Sarà Natale nel luccichio dei fiordi e nei sogni futuri

Ben ritrovati a tutti i lettori di livemedia24 a Versi in libertà. Questa settimana due link: il biglietto di Natale che potete scaricare QUI  e “Sarà Natale se” su youtube.

La foto di copertina è quella dell’albero di Natale di piazza Ferretto a Mestre: è stata fatta da Laura, che ringrazio molto, con Prato della Valle (PD) in versione  natalizia, che mi ritrae con l’ombrello.

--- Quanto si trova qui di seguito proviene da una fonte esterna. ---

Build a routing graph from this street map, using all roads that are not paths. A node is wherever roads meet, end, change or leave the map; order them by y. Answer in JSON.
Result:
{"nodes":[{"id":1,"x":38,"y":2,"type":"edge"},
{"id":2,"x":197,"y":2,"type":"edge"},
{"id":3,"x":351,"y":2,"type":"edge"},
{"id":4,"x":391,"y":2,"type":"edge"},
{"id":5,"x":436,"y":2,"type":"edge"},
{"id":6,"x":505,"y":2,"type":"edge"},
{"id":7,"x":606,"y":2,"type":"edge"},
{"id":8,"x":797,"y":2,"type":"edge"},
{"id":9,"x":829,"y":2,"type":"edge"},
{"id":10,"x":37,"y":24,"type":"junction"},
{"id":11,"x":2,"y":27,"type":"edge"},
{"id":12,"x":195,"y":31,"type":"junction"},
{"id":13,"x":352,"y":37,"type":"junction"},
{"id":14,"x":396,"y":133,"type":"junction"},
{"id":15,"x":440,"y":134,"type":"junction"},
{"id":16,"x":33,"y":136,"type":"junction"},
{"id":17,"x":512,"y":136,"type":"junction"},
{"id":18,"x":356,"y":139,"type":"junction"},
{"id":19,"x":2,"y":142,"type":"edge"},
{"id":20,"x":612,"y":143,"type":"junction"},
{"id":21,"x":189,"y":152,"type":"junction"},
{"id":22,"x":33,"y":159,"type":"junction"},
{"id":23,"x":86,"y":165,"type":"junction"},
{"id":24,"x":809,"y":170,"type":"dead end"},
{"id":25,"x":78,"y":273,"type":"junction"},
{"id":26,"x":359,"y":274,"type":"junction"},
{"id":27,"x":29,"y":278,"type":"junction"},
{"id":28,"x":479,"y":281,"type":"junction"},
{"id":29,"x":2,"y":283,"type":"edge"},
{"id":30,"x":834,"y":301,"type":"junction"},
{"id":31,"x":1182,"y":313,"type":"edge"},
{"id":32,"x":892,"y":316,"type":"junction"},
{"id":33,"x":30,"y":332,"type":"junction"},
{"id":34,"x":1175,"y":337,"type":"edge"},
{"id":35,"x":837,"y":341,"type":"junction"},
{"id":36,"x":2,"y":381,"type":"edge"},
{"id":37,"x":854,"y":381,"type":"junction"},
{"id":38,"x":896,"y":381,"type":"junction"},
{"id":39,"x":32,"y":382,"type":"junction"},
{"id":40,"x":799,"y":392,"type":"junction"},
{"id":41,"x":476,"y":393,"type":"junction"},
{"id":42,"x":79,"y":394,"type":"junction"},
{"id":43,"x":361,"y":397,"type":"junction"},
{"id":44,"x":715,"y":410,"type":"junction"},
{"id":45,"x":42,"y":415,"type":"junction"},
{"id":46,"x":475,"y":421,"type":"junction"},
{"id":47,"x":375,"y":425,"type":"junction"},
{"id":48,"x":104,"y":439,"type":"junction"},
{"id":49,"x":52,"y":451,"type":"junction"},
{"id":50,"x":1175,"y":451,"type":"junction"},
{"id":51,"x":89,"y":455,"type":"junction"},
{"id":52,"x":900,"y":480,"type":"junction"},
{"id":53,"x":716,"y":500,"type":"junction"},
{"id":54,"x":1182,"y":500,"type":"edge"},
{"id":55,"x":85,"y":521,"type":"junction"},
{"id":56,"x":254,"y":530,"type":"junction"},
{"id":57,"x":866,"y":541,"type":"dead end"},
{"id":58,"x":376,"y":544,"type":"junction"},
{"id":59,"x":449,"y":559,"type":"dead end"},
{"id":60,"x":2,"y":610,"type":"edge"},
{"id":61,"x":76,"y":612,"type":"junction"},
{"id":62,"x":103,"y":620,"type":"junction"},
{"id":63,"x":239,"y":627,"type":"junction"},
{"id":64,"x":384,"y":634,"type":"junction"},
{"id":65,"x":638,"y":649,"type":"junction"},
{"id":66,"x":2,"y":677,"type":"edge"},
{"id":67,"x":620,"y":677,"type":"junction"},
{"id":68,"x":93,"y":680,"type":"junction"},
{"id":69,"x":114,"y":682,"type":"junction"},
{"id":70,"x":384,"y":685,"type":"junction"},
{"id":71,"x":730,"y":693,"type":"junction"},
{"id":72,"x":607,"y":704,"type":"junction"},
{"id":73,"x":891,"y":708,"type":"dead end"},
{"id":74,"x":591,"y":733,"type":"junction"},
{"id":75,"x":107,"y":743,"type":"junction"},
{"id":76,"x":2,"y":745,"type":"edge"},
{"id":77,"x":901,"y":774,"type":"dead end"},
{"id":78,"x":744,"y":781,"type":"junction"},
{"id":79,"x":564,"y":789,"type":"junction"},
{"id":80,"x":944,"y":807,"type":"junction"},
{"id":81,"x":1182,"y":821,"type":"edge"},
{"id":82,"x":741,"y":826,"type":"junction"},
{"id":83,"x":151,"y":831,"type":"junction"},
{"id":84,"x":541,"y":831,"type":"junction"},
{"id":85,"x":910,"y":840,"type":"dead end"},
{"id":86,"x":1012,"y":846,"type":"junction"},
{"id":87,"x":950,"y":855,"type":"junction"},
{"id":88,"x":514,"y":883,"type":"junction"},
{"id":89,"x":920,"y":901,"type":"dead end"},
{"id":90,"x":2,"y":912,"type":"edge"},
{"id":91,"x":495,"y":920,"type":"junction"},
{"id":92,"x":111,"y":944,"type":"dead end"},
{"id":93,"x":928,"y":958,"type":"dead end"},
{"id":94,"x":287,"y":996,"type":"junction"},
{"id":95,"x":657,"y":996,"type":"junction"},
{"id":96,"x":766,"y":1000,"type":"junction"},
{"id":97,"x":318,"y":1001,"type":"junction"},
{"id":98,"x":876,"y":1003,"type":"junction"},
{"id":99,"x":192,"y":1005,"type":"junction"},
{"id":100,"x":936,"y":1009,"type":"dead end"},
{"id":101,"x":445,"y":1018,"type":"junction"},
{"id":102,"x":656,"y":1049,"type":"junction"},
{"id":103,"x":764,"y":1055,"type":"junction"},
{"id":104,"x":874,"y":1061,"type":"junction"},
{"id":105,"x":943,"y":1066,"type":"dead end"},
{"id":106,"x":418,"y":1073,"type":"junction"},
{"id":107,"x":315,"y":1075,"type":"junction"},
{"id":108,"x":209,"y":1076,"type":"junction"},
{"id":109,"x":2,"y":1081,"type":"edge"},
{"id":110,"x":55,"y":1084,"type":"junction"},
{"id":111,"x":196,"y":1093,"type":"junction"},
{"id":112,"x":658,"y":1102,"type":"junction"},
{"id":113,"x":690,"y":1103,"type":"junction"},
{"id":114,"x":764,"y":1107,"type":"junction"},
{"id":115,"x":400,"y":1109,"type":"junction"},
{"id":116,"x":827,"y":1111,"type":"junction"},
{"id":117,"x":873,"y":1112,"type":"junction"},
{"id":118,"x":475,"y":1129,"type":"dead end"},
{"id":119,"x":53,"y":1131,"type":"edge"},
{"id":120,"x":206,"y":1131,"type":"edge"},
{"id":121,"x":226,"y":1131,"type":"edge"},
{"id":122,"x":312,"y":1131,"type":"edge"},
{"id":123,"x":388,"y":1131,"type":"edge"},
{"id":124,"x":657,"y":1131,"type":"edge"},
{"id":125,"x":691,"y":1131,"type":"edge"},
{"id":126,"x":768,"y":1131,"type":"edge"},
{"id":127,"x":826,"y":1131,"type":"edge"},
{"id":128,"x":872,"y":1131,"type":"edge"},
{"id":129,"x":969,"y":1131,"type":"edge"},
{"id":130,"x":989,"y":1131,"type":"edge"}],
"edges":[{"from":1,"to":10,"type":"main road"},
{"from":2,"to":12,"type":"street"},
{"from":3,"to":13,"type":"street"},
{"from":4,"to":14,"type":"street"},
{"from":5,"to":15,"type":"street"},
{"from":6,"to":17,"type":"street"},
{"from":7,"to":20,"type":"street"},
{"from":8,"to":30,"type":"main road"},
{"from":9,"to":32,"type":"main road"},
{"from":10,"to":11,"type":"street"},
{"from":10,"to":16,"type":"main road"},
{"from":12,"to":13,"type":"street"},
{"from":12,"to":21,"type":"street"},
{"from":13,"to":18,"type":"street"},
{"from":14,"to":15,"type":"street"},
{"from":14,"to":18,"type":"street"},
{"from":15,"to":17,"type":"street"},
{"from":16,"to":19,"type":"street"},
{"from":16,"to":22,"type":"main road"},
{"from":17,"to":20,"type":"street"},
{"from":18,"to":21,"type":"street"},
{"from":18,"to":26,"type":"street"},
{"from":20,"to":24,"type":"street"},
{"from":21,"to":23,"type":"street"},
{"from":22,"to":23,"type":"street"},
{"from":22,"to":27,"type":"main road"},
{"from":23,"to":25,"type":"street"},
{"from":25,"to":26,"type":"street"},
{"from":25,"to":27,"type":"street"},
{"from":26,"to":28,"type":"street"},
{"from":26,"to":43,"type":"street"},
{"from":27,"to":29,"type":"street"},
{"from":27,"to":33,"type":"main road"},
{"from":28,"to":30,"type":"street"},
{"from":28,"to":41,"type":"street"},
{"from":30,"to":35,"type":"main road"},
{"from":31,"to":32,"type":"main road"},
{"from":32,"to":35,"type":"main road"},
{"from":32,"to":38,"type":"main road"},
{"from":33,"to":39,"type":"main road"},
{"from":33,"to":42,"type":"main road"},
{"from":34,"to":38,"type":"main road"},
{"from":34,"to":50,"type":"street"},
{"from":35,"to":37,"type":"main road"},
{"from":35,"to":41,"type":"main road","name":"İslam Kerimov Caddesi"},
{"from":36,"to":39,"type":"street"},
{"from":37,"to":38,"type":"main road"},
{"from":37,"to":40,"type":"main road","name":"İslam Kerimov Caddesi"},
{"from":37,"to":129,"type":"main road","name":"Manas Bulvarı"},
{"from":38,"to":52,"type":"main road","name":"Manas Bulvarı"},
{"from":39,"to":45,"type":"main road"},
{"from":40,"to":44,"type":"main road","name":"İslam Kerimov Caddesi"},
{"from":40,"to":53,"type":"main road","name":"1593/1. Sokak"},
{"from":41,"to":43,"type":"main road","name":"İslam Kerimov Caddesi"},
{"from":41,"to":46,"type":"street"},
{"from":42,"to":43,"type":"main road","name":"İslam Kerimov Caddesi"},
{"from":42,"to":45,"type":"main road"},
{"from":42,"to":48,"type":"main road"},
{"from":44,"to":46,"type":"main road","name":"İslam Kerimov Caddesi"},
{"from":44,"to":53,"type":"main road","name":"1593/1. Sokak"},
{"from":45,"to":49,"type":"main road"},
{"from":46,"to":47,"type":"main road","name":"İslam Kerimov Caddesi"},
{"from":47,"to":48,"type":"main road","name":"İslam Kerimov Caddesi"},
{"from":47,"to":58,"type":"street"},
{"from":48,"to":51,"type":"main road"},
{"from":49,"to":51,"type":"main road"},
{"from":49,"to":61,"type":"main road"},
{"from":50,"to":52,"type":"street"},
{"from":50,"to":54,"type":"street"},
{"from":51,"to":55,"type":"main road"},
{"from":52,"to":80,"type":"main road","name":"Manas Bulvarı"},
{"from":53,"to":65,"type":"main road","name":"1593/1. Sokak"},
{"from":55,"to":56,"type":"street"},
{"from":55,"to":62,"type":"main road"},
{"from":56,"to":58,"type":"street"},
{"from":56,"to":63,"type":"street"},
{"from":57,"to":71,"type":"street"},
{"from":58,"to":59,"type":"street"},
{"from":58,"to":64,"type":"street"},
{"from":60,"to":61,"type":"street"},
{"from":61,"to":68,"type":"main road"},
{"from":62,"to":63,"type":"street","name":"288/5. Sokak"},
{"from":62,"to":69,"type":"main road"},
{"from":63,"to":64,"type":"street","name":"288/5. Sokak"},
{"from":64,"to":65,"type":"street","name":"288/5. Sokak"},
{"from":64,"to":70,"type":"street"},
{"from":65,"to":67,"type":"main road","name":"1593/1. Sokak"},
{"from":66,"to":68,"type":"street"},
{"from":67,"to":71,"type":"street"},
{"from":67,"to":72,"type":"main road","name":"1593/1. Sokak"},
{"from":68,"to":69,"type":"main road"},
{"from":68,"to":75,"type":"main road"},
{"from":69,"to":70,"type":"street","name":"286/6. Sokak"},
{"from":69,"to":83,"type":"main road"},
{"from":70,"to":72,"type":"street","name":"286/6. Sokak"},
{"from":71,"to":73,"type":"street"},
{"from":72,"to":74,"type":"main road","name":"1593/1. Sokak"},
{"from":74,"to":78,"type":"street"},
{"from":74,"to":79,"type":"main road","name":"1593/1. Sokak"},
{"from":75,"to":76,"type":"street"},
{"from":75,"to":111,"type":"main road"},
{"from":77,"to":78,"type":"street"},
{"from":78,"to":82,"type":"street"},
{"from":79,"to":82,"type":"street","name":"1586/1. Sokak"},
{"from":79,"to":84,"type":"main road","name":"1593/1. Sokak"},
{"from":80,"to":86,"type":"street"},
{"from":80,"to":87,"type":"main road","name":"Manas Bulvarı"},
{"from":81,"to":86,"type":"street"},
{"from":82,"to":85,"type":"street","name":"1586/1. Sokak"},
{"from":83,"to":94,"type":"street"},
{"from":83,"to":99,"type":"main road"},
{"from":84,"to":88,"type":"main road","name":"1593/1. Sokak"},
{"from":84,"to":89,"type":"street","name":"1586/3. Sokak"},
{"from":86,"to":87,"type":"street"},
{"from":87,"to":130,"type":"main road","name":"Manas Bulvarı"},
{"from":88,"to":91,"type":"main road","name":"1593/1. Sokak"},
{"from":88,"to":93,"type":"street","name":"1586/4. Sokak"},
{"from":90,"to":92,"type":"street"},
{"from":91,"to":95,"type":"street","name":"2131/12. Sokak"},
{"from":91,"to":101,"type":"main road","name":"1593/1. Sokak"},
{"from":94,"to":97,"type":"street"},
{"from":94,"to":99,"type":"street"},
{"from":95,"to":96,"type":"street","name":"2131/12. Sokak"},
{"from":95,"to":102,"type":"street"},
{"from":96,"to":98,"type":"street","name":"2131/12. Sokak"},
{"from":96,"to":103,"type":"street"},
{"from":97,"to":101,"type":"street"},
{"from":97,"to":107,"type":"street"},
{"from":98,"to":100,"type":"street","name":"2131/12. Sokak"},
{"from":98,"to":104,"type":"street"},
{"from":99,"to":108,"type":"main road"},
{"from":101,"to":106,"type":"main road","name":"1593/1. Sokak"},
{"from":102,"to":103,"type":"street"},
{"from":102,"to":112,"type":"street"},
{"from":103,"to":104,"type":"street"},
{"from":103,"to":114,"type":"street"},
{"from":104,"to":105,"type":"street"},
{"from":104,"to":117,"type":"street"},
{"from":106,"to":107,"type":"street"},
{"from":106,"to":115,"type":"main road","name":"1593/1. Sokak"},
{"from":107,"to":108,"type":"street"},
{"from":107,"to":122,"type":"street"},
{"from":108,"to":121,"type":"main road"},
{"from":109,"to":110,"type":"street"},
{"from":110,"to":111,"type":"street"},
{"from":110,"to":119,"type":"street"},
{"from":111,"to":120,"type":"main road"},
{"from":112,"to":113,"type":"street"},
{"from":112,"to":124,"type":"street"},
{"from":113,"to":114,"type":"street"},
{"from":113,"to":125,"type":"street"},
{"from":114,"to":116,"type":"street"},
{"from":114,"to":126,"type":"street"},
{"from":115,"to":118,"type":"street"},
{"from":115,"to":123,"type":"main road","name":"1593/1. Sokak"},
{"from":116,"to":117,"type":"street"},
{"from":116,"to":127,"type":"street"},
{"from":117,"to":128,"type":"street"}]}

La prima poesia è dedicata a tutti gli adolescenti oltre ovviamente ai miei figli.”Sogni futuri” che si lega con la foto fatta da Anna G. con una mia frase

Le foto riprendono la poesia di Natale 2020 con le foto di Anna G., scattate in Norvegia e dentro l’area dell’ex fabbrica Mira Lanza di Roma.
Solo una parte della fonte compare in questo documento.